Prosecutors said the firm’s action fueled the opioid epidemic and cost many lives.After two weeks of deliberation, a Boston Jury has ruled John Kapoor, the 75-year-old billionaire founder of Insys Therapeutics, guilty of bribing doctors to prescribe highly addictive pain killers to patients who did not need it. This is the first conviction of a pharmaceutical chief in connection with the opioid crisis.
Alongside Kapoor, the jury also laid guilt at the feet of four other executives from Insys. Now, the company’s founder, VP, former national sales director and two current sales directors could each face up to 20 years for their parts in the scheme. The formal charges were for defrauding insurance companies in a bid to peddle Subsys, a spray made from fentanyl, a synthetic opioid many times stronger than morphine.

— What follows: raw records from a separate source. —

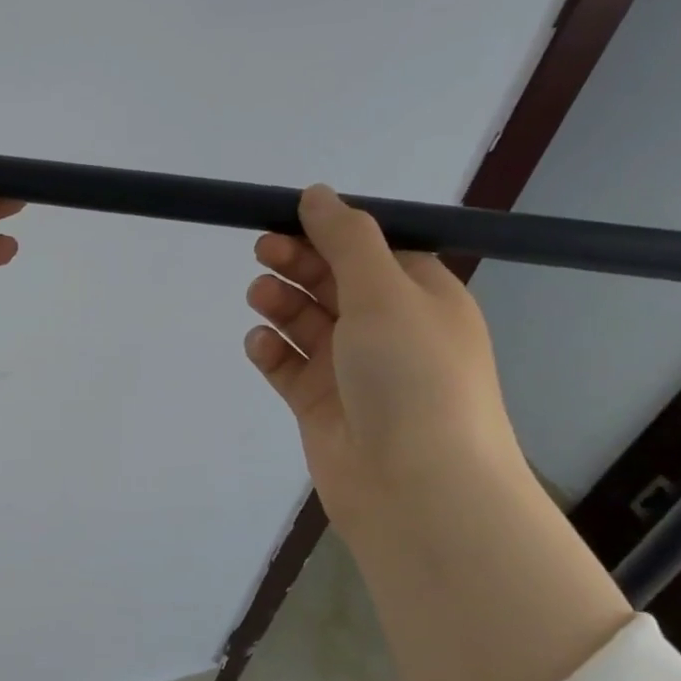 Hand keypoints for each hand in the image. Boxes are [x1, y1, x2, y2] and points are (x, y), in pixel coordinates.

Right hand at [243, 184, 523, 538]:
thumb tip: (317, 193)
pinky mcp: (320, 404)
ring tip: (261, 297)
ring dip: (281, 303)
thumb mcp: (385, 292)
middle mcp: (388, 329)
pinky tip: (260, 345)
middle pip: (334, 282)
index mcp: (420, 296)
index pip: (371, 249)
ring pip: (306, 322)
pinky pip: (288, 366)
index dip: (330, 231)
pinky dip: (271, 351)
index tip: (286, 217)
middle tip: (263, 250)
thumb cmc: (412, 376)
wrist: (416, 487)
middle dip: (299, 263)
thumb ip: (347, 239)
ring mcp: (351, 370) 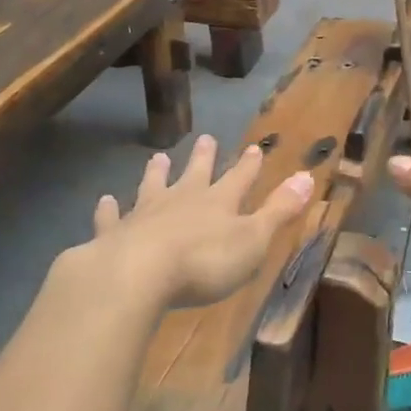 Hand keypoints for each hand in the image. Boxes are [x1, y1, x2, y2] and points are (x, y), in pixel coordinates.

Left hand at [89, 136, 313, 310]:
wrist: (137, 273)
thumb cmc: (203, 262)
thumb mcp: (253, 239)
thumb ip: (279, 210)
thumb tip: (308, 176)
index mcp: (218, 203)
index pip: (239, 178)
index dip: (248, 165)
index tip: (254, 148)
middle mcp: (182, 200)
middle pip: (195, 174)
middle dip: (203, 158)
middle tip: (205, 138)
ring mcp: (145, 214)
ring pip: (152, 186)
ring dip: (156, 174)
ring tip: (157, 158)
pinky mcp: (115, 234)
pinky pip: (111, 217)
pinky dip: (108, 209)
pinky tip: (103, 201) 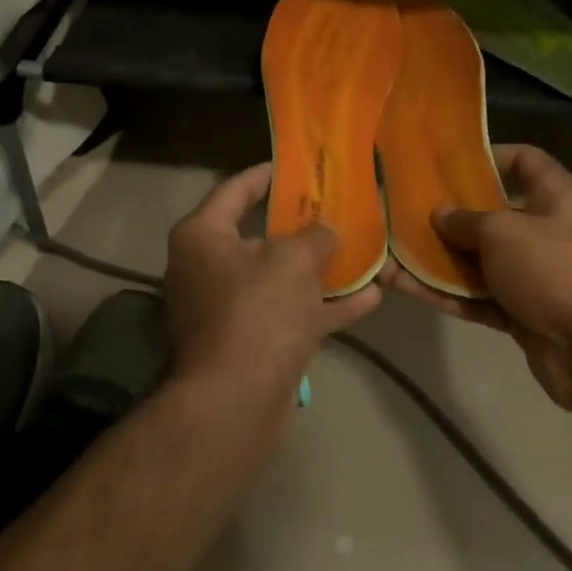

Subsys has only been approved for prescription to terminally ill cancer patients, but the company targeted patients with non-life-threatening chronic pain, which provides a much larger market. Prosecutors cited this reckless distribution as one of the driving factors behind the opioid epidemic, which has claimed over 400,000 lives in the U.S. for the last two decades.
It is expected that this conviction will begin a trend in holding pharmaceutical companies responsible for dangerous or illegal practices. Already, drug manufacturers, distributors, and pharmacies are facing scrutiny from states and cities across the nation. These governmental bodies are attempting to recover some of the great costs which the epidemic has demanded on public finances — including increased crime, addiction treatment, and care for orphaned children.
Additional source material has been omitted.